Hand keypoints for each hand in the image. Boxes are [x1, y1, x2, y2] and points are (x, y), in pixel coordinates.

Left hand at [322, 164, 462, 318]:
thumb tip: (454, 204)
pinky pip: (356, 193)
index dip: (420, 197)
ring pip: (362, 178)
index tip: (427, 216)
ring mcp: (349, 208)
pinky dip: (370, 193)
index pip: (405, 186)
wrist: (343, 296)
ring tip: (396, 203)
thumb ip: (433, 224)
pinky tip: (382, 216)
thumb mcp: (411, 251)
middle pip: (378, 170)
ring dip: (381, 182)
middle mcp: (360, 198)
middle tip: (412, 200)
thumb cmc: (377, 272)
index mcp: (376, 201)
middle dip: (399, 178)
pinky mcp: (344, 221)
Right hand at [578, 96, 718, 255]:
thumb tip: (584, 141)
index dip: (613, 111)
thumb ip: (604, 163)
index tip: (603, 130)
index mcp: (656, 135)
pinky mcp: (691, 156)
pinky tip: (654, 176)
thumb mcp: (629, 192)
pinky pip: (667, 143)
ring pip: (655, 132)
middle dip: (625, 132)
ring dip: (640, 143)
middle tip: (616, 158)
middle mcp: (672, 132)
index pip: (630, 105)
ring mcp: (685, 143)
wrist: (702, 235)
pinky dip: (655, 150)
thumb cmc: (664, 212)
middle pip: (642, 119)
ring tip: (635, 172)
━━━━━━━━
■ **ABOUT THIS TASK**
If a line falls between the first line of the entries and the line containing "ring mcp: (349, 208)", or is one of those two, restate it word for word; leave all other lines out.

■ **SOLUTION TO THE PROBLEM**
Hand keypoints for each hand in the image. Boxes are [x1, y1, x2, y2] and points are (x, y), in pixel coordinates.

Left hand at [322, 164, 462, 318]:
thumb tip: (454, 204)
pinky pip: (356, 193)
index dip: (420, 197)
ring pip: (362, 178)
index tip: (427, 216)
ring mcp: (349, 208)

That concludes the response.